RE: UTF8/UTF16 from Jon Hanna on 2002-08-20 (w3c-wai-ig@w3.org from July to September 2002)

From: Jon Hanna <jon@spin.ie>
Date: Wed, 21 Aug 2002 00:25:15 +0100
To: <w3c-wai-ig@w3.org>
Message-ID: <NDBBLCBLIMDOPKMOPHLHKECJEFAA.jon@spin.ie>

> UTF8 uses a variable number of bytes, such that American can be
> represented
> in one byte, British requires two bytes, occasionally,

Some Americans do have good English you know!
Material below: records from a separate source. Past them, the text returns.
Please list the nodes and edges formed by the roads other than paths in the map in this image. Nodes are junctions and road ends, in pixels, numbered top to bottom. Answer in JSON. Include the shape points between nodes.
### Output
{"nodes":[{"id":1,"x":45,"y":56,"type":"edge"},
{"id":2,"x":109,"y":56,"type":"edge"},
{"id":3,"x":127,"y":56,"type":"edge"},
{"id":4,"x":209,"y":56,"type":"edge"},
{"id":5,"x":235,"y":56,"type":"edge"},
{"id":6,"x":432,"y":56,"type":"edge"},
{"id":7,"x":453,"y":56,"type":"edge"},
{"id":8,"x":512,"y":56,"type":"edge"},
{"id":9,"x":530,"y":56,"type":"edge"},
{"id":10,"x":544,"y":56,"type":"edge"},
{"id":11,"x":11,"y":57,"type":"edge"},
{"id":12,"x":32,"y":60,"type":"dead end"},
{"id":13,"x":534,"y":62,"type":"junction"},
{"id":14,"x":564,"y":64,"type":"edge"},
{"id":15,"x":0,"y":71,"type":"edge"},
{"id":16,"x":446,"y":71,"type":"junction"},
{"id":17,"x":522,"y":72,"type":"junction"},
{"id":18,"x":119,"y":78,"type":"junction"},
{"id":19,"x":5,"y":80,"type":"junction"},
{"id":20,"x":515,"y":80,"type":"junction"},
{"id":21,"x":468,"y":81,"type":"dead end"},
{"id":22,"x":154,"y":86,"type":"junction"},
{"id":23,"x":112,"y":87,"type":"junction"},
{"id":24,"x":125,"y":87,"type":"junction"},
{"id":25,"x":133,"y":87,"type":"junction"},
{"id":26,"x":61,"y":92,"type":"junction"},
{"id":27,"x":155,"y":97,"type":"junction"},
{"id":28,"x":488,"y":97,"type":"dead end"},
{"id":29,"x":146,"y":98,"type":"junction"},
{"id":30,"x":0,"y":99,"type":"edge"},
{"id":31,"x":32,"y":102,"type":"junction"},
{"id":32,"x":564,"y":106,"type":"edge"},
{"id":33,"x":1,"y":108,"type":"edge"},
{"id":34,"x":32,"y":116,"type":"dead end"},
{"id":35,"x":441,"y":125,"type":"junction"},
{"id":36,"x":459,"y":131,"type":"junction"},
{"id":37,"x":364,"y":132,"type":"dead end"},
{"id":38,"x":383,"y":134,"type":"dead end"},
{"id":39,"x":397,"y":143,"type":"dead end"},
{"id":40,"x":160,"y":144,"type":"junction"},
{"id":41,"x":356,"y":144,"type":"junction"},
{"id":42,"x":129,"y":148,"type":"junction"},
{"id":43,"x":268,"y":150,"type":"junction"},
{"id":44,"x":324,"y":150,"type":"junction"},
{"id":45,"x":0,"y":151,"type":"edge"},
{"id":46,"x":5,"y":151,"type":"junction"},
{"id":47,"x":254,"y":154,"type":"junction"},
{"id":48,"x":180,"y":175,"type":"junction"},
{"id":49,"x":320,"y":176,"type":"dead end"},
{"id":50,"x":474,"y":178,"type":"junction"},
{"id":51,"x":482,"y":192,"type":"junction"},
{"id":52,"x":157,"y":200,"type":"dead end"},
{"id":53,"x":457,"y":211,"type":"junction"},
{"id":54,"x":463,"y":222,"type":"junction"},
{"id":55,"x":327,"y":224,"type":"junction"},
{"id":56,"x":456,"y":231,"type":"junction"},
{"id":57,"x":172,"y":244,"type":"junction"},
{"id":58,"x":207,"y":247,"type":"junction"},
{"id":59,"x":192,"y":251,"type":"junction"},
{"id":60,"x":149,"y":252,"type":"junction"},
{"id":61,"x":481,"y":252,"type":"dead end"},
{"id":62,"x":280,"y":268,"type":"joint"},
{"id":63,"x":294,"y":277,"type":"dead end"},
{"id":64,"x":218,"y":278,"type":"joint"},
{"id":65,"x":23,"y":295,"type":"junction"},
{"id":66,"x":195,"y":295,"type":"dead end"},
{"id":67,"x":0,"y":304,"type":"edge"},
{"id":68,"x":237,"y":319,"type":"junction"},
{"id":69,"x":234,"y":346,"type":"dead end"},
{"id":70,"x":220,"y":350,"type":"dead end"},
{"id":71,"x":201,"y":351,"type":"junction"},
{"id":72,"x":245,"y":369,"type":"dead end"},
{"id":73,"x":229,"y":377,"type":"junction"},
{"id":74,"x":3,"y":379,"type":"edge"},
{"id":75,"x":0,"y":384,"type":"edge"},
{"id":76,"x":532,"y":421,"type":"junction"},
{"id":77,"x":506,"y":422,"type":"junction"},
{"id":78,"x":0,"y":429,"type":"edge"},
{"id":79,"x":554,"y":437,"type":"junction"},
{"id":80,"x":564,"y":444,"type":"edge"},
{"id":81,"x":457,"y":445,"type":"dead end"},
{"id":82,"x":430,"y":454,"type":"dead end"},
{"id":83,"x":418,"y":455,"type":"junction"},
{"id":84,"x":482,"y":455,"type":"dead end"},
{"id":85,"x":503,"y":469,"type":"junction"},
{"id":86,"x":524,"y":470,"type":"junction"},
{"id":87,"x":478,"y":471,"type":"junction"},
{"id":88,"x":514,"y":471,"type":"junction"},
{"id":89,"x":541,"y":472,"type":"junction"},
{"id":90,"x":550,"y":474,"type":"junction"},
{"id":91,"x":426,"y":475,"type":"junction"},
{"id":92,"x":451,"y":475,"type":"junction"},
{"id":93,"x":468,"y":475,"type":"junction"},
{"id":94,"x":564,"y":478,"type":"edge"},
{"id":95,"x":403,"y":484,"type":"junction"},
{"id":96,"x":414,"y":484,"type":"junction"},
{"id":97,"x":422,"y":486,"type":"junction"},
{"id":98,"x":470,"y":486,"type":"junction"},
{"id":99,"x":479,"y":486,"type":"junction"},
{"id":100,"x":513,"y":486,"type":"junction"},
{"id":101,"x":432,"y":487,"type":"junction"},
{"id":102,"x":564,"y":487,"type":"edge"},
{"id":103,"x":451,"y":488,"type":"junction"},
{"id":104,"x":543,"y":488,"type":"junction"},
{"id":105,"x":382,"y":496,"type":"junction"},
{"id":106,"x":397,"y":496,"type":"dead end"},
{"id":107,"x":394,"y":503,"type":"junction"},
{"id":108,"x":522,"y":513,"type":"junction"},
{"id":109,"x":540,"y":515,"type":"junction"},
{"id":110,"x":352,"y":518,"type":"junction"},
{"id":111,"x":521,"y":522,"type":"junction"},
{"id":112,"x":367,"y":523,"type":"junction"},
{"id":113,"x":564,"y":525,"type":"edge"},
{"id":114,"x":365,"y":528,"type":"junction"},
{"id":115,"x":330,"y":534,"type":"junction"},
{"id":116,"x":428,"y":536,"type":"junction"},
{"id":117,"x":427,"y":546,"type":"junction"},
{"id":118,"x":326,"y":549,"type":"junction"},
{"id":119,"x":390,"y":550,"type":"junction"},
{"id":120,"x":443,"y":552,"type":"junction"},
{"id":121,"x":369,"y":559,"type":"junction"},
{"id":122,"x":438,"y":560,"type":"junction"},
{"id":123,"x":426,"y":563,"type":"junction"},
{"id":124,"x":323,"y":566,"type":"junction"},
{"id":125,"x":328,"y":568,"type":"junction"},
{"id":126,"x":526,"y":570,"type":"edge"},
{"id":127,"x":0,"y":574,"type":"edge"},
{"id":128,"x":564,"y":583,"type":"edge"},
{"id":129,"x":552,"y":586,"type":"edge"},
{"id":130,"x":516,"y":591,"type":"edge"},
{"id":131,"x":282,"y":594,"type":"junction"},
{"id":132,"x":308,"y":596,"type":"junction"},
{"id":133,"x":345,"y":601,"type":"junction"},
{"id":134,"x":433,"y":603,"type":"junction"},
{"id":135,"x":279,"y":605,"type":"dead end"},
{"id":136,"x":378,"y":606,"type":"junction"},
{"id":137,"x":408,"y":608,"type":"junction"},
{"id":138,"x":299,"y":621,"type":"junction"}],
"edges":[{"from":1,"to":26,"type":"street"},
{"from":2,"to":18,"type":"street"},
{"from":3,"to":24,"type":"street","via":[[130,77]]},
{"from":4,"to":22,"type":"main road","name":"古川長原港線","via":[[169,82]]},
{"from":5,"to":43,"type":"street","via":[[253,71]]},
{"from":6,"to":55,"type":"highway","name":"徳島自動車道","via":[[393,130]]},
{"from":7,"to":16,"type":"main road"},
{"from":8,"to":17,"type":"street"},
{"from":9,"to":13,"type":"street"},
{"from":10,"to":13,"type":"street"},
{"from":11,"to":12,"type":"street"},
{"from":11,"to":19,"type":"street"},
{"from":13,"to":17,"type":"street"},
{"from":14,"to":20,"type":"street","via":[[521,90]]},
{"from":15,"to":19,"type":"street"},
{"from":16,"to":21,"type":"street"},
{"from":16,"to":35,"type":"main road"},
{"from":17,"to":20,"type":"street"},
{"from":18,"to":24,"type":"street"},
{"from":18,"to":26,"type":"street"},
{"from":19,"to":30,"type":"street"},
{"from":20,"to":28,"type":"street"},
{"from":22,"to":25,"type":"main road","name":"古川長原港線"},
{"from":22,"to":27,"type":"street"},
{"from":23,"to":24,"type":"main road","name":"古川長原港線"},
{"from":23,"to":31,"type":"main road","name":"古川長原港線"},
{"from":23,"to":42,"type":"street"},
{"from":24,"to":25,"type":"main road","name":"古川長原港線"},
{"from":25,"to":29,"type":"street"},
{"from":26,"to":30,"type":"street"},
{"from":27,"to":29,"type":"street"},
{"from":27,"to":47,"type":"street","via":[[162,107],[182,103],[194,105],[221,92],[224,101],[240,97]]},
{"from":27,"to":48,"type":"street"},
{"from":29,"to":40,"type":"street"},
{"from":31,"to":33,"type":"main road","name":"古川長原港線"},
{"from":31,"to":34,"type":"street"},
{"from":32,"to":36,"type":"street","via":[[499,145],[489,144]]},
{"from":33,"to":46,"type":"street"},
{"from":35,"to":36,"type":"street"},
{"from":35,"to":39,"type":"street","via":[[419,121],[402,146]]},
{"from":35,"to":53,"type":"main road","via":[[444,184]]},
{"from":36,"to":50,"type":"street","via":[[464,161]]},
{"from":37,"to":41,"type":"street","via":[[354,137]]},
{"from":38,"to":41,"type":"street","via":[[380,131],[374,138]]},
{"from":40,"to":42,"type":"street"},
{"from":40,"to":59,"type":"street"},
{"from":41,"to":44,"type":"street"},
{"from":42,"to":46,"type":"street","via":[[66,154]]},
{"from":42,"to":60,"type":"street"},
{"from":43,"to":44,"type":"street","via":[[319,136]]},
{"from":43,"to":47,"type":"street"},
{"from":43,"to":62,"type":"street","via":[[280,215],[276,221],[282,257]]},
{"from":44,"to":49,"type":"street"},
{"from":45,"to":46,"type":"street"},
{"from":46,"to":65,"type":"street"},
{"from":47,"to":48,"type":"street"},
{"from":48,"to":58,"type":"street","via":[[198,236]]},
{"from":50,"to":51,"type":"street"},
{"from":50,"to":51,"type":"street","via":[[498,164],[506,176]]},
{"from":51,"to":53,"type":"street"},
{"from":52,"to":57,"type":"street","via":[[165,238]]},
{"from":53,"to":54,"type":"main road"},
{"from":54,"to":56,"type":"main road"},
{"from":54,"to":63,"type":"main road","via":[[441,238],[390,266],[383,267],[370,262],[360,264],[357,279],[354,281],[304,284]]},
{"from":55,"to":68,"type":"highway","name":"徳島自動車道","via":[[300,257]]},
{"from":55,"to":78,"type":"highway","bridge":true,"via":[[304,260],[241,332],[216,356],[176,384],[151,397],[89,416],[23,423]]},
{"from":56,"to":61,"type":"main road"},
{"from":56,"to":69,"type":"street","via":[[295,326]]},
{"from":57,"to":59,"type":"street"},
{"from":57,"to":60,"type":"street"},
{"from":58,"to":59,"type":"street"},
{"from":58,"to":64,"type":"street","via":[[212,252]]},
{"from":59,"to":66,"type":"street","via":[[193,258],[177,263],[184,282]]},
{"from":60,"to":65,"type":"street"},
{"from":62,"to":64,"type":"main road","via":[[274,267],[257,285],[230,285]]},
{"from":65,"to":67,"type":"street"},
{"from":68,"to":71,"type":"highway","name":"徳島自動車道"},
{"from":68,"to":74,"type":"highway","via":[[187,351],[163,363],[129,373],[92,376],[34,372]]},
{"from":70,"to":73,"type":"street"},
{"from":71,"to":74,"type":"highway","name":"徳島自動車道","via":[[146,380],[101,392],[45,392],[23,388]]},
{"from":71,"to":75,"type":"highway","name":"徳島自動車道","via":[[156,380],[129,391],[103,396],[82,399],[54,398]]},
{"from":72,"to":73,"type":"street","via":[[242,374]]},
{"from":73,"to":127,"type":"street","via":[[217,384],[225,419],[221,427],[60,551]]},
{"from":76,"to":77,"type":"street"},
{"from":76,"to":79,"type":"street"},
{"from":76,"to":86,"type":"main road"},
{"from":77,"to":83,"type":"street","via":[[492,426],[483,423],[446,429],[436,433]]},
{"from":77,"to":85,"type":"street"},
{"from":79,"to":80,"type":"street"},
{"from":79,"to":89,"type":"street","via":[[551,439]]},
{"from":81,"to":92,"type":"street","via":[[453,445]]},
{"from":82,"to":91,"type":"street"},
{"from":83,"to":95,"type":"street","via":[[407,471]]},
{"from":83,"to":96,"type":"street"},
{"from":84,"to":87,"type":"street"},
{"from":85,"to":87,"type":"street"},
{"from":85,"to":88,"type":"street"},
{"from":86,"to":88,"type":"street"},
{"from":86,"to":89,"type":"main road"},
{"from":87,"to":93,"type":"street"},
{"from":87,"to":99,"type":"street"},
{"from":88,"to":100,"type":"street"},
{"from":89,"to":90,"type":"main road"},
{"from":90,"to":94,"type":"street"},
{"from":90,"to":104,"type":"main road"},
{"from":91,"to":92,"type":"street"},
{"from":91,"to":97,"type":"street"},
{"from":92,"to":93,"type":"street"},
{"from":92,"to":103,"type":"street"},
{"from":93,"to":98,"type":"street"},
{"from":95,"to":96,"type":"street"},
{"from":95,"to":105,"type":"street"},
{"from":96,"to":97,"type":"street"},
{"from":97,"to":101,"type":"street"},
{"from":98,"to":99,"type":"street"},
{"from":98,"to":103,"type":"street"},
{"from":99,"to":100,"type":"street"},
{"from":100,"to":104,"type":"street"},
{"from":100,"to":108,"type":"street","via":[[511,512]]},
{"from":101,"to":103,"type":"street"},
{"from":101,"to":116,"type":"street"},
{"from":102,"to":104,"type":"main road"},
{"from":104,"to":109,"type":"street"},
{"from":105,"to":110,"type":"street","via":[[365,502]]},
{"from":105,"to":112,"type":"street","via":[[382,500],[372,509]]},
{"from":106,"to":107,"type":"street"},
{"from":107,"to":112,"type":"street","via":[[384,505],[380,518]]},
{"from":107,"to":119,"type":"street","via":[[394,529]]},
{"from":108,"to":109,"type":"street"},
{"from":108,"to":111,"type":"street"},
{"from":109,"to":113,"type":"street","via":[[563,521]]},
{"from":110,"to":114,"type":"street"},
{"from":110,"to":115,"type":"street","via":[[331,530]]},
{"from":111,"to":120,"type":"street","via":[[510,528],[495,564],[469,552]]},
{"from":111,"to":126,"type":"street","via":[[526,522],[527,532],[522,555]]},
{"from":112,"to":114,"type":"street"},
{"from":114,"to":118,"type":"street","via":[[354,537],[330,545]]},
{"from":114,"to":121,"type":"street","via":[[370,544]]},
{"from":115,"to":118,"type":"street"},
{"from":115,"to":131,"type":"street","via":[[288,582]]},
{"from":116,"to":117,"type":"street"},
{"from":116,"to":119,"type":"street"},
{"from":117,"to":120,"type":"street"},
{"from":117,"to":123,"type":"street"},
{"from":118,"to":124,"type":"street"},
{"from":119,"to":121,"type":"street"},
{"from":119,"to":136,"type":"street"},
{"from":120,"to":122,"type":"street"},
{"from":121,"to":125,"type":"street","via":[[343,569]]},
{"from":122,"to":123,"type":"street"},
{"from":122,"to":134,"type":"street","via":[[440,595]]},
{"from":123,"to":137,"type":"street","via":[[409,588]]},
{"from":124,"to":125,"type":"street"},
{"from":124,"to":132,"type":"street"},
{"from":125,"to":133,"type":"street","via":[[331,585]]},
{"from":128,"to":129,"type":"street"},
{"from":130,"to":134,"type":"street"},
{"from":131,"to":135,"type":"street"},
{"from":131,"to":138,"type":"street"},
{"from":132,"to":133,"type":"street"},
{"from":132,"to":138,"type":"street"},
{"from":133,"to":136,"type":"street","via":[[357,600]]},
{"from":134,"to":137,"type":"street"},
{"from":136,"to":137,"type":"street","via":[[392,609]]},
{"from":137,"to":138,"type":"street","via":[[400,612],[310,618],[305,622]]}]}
Perhaps you have been
over-exposed to American TV and underexposed to their great tradition of
short-story writing?

> For HTML, you can only legally use UTF16 if you include the charset
> parameter in the real HTTP headers, as meta elements can't be detected
> unless the character set is ASCII compatible.  I'm not sure about XML;
> it might recognize the Unicode byte order marks, used to signal UTF16.
> Some browsers may sniff out UTF16, even when the HTTP headers don't
> identify it.

All XML parsers can understand UTF-8 (and hence 8-bit encoded ASCII since it
is identical to the UTF-8 encoding of the same characters) and UTF-16. They
can all use the byte order mark to tell the byte-order of the UTF-16 and
they MAY carry out further heuristics to determine the byte-order in the
absence of a BOM.
If it doesn't do that it's not an XML parser; demand your money back if it's
commercial, demand your bandwidth back if it's freeware!

Received on Tuesday, 20 August 2002 19:23:36 UTC